(Records contained in a dataset)
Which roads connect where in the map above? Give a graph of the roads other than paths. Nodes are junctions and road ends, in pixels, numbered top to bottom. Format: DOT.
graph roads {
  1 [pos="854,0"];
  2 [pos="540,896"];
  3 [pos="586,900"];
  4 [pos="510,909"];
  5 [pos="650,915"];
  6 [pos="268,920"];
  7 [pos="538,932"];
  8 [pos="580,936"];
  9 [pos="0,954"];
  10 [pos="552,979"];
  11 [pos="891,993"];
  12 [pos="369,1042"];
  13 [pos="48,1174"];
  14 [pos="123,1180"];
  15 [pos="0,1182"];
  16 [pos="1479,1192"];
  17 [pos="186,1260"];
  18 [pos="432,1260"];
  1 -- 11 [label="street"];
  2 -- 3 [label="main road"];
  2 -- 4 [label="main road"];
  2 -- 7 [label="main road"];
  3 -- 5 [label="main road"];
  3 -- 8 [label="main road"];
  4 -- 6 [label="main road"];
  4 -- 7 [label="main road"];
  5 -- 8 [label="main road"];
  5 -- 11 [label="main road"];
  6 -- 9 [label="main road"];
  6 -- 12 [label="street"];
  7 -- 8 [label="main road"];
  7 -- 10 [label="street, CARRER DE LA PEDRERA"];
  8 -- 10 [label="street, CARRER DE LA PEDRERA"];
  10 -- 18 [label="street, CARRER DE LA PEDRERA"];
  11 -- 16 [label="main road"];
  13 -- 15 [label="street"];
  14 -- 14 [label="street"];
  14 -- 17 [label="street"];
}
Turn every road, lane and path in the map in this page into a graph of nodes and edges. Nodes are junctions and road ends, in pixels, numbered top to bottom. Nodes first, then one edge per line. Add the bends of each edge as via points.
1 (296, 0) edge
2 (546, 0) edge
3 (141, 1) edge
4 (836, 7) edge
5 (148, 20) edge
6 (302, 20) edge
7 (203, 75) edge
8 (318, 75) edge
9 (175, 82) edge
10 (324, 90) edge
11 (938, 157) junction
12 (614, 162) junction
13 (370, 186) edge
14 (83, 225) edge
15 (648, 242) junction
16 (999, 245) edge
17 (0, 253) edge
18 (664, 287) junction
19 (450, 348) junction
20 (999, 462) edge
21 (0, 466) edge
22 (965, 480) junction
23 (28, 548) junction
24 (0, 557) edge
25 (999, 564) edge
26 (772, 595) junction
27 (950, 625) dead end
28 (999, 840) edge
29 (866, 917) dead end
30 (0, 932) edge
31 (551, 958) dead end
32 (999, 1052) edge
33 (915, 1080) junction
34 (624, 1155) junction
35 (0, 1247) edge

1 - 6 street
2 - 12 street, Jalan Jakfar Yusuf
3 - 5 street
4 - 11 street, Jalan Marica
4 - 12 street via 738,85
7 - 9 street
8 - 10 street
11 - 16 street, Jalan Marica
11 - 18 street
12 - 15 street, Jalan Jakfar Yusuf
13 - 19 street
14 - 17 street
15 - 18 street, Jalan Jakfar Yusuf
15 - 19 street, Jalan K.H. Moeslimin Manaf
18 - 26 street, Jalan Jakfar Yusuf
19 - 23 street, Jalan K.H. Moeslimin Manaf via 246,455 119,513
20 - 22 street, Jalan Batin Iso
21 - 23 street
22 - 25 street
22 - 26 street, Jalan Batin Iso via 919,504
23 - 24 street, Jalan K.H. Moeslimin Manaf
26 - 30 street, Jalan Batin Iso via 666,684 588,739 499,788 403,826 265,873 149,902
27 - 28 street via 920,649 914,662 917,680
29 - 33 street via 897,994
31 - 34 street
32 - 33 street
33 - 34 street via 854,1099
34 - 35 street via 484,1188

What you need to do:
Return every line of the data above in which "pixels" appears.

Solution below:
Which roads connect where in the map above? Give a graph of the roads other than paths. Nodes are junctions and road ends, in pixels, numbered top to bottom. Format: DOT.
Turn every road, lane and path in the map in this page into a graph of nodes and edges. Nodes are junctions and road ends, in pixels, numbered top to bottom. Nodes first, then one edge per line. Add the bends of each edge as via points.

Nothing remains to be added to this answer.